Available data Block Start

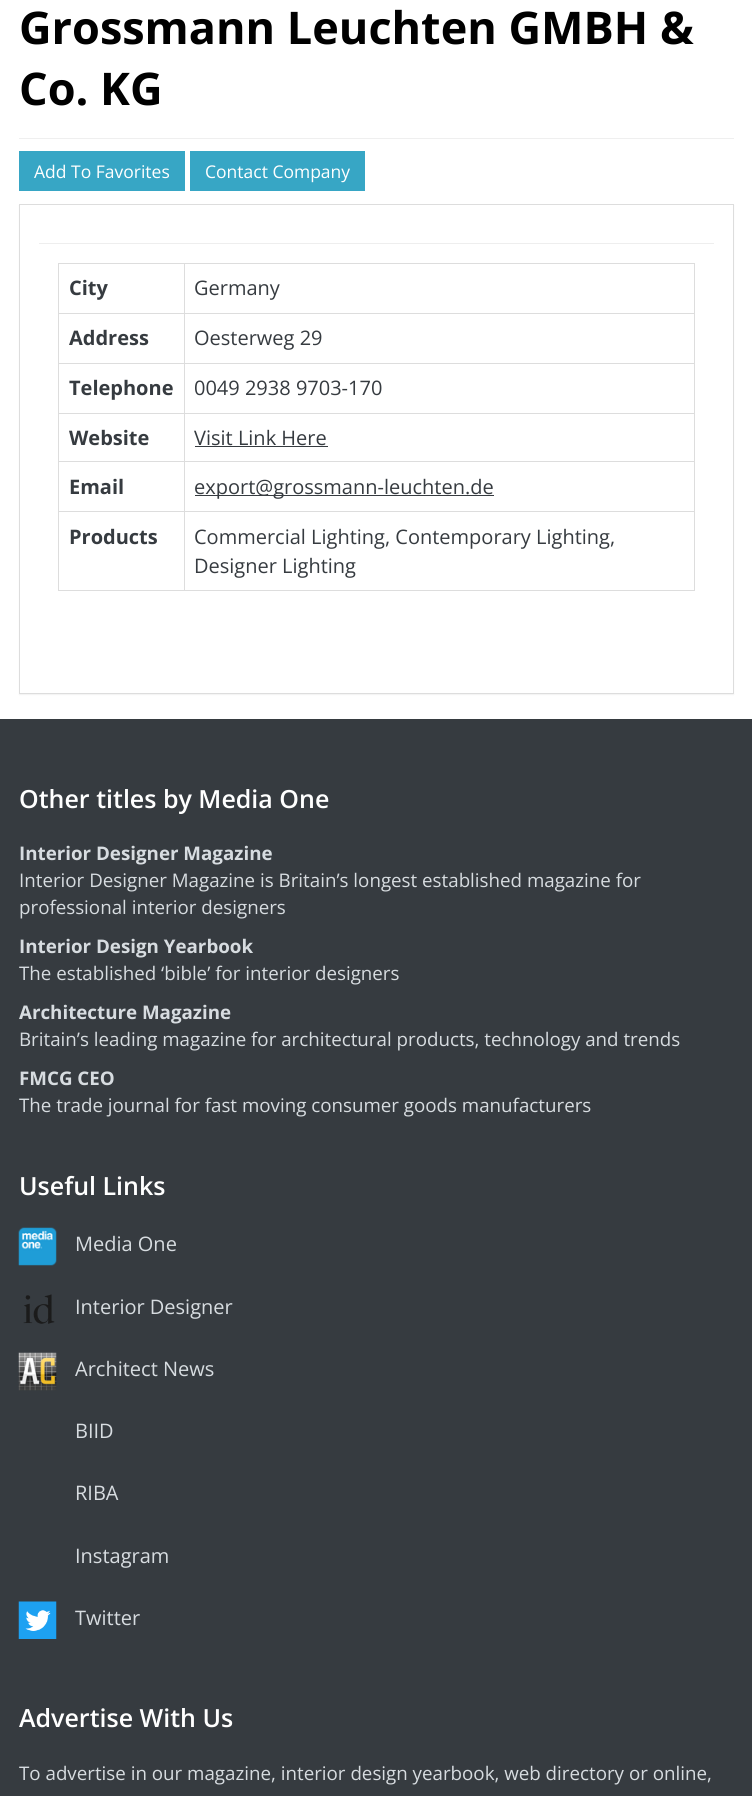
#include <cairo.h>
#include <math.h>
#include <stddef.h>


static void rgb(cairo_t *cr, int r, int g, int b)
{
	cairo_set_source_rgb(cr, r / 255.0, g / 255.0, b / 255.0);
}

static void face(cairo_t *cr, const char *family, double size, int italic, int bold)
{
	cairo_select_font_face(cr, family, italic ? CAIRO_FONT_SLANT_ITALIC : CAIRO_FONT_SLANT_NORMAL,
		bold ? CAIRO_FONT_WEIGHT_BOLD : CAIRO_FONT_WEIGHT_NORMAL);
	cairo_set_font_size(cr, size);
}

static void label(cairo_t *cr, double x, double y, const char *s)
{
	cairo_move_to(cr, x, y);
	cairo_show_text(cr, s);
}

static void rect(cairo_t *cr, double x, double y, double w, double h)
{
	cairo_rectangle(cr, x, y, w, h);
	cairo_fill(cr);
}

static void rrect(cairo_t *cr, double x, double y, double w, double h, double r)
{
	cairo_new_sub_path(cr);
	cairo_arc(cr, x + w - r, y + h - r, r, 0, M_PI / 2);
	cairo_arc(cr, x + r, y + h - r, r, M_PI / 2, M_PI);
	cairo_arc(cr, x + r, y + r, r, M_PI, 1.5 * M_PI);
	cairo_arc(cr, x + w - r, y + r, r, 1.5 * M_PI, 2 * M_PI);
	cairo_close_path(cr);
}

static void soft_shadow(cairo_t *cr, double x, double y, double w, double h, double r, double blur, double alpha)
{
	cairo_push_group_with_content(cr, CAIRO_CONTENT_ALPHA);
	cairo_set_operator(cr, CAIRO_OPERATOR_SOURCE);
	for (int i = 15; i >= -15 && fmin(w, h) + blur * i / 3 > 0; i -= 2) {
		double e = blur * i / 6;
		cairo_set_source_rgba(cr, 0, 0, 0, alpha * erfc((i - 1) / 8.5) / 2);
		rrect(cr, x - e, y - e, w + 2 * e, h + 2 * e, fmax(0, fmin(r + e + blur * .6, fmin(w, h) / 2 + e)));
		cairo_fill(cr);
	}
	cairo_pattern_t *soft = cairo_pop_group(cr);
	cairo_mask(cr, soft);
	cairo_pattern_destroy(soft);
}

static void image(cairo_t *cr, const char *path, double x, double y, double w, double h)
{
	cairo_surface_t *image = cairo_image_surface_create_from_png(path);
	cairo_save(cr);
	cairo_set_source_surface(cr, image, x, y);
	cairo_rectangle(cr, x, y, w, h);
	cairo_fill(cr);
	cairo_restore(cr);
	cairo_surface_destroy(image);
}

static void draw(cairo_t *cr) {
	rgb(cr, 255, 255, 255);
	cairo_paint(cr);
	face(cr, "Open Sans", 45, 0, 1);
	rgb(cr, 0, 0, 0);
	label(cr, 19, 44, "Grossmann Leuchten GMBH &");
	label(cr, 19, 105, "Co. KG");
	rgb(cr, 239, 239, 239);
	rect(cr, 19, 138, 715, 1);
	rgb(cr, 55, 166, 197);
	rect(cr, 19, 151, 166, 40);
	face(cr, "Open Sans", 17.5, 0, 0);
	rgb(cr, 255, 255, 255);
	label(cr, 34, 178, "Add To Favorites");
	rgb(cr, 55, 166, 197);
	rect(cr, 190, 151, 175, 40);
	rgb(cr, 255, 255, 255);
	label(cr, 205, 178, "Contact Company");
	rgb(cr, 0, 0, 0);
	soft_shadow(cr, 19, 205, 715, 490, 0, 0.5, 0.05);
	rgb(cr, 255, 255, 255);
	cairo_rectangle(cr, 19.5, 204.5, 714, 489);
	cairo_fill_preserve(cr);
	rgb(cr, 221, 221, 221);
	cairo_set_line_width(cr, 1);
	cairo_stroke(cr);
	rgb(cr, 238, 238, 238);
	rect(cr, 39, 243, 675, 1);
	rgb(cr, 221, 221, 221);
	rect(cr, 58, 263, 637, 1);
	rect(cr, 694, 263, 1, 328);
	rect(cr, 58, 590, 637, 1);
	rect(cr, 58, 263, 1, 328);
	face(cr, "Open Sans", 20, 0, 1);
	rgb(cr, 54, 59, 64);
	label(cr, 69, 295, "City");
	rgb(cr, 221, 221, 221);
	rect(cr, 184, 313, 511, 1);
	rect(cr, 184, 363, 511, 1);
	rect(cr, 184, 413, 511, 1);
	rect(cr, 184, 461, 511, 1);
	rect(cr, 184, 511, 511, 1);
	rect(cr, 184, 511, 1, 80);
	rect(cr, 58, 511, 127, 1);
	rect(cr, 184, 461, 1, 52);
	rect(cr, 58, 461, 127, 1);
	rect(cr, 184, 413, 1, 50);
	rect(cr, 58, 413, 127, 1);
	rect(cr, 184, 363, 1, 51);
	rect(cr, 58, 363, 127, 1);
	rect(cr, 184, 313, 1, 51);
	rect(cr, 58, 313, 127, 1);
	rect(cr, 184, 263, 1, 51);
	face(cr, "Open Sans", 20, 0, 0);
	rgb(cr, 54, 59, 64);
	label(cr, 194, 295, "Germany");
	face(cr, "Open Sans", 20, 0, 1);
	label(cr, 69, 345, "Address");
	face(cr, "Open Sans", 20, 0, 0);
	label(cr, 194, 345, "Oesterweg 29");
	face(cr, "Open Sans", 20, 0, 1);
	label(cr, 69, 395, "Telephone");
	face(cr, "Open Sans", 20, 0, 0);
	label(cr, 194, 395, "0049 2938 9703-170");
	face(cr, "Open Sans", 20, 0, 1);
	label(cr, 69, 445, "Website");
	face(cr, "Open Sans", 20, 0, 0);
	label(cr, 194, 445, "Visit Link Here");
	rect(cr, 195, 446, 133, 1);
	face(cr, "Open Sans", 20, 0, 1);
	label(cr, 69, 494, "Email");
	rect(cr, 195, 495, 299, 1);
	face(cr, "Open Sans", 20, 0, 0);
	label(cr, 194, 494, "export@grossmann-leuchten.de");
	face(cr, "Open Sans", 20, 0, 1);
	label(cr, 69, 544, "Products");
	face(cr, "Open Sans", 20, 0, 0);
	label(cr, 194, 544, "Commercial Lighting, Contemporary Lighting,");
	label(cr, 194, 573, "Designer Lighting");
	rect(cr, 0, 719, 752, 1077);
	face(cr, "Open Sans SemiBold", 25, 0, 0);
	rgb(cr, 255, 255, 255);
	label(cr, 19, 808, "Other titles by Media One");
	face(cr, "Open Sans", 18.75, 0, 1);
	rgb(cr, 215, 220, 224);
	label(cr, 19, 860, "Interior Designer Magazine");
	face(cr, "Open Sans", 18.75, 0, 0);
	label(cr, 19, 887, "Interior Designer Magazine is Britain’s longest established magazine for");
	label(cr, 19, 914, "professional interior designers");
	face(cr, "Open Sans", 18.75, 0, 1);
	label(cr, 19, 953, "Interior Design Yearbook");
	face(cr, "Open Sans", 18.75, 0, 0);
	label(cr, 19, 980, "The established ‘bible’ for interior designers");
	face(cr, "Open Sans", 18.75, 0, 1);
	label(cr, 19, 1019, "Architecture Magazine");
	face(cr, "Open Sans", 18.75, 0, 0);
	label(cr, 19, 1046, "Britain’s leading magazine for architectural products, technology and trends");
	face(cr, "Open Sans", 18.75, 0, 1);
	label(cr, 19, 1085, "FMCG CEO");
	face(cr, "Open Sans", 18.75, 0, 0);
	label(cr, 19, 1112, "The trade journal for fast moving consumer goods manufacturers");
	face(cr, "Open Sans SemiBold", 25, 0, 0);
	rgb(cr, 255, 255, 255);
	label(cr, 19, 1195, "Useful Links");
	image(cr, "image0.png", 18, 1227, 39, 39);
	face(cr, "Open Sans", 20, 0, 0);
	rgb(cr, 215, 220, 224);
	label(cr, 75, 1251, "Media One");
	image(cr, "image1.png", 23, 1294, 32, 30);
	label(cr, 75, 1314, "Interior Designer");
	image(cr, "image2.png", 18, 1352, 39, 39);
	label(cr, 75, 1376, "Architect News");
	label(cr, 75, 1438, "BIID");
	label(cr, 75, 1500, "RIBA");
	label(cr, 75, 1563, "Instagram");
	image(cr, "image3.png", 18, 1601, 39, 38);
	label(cr, 75, 1625, "Twitter");
	face(cr, "Open Sans SemiBold", 25, 0, 0);
	rgb(cr, 255, 255, 255);
	label(cr, 19, 1727, "Advertise With Us");
	face(cr, "Open Sans", 18.75, 0, 0);
	rgb(cr, 215, 220, 224);
	label(cr, 19, 1780, "To advertise in our magazine, interior design yearbook, web directory or online,");
}

int main(void) {
	cairo_surface_t *surface = cairo_image_surface_create(CAIRO_FORMAT_RGB24, 752, 1796);
	cairo_t *cr = cairo_create(surface);
	cairo_font_options_t *options = cairo_font_options_create();
	cairo_font_options_set_hint_metrics(options, CAIRO_HINT_METRICS_OFF);
	cairo_font_options_set_hint_style(options, CAIRO_HINT_STYLE_NONE);
	cairo_set_font_options(cr, options);
	cairo_set_miter_limit(cr, 4);
	draw(cr);
	cairo_surface_write_to_png(surface, "render.png");
	cairo_font_options_destroy(options);
	cairo_destroy(cr);
	cairo_surface_destroy(surface);
	return 0;
}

Available data Block End

What the task asks
I'd like the lines above from the one with "cairo_pattern_t *soft = cairo_pop_group(cr);" up to and including the one with "static void draw(cairo_t" copied exactly, with no other lines.

Finished task
	cairo_pattern_t *soft = cairo_pop_group(cr);
	cairo_mask(cr, soft);
	cairo_pattern_destroy(soft);
}

static void image(cairo_t *cr, const char *path, double x, double y, double w, double h)
{
	cairo_surface_t *image = cairo_image_surface_create_from_png(path);
	cairo_save(cr);
	cairo_set_source_surface(cr, image, x, y);
	cairo_rectangle(cr, x, y, w, h);
	cairo_fill(cr);
	cairo_restore(cr);
	cairo_surface_destroy(image);
}

static void draw(cairo_t *cr) {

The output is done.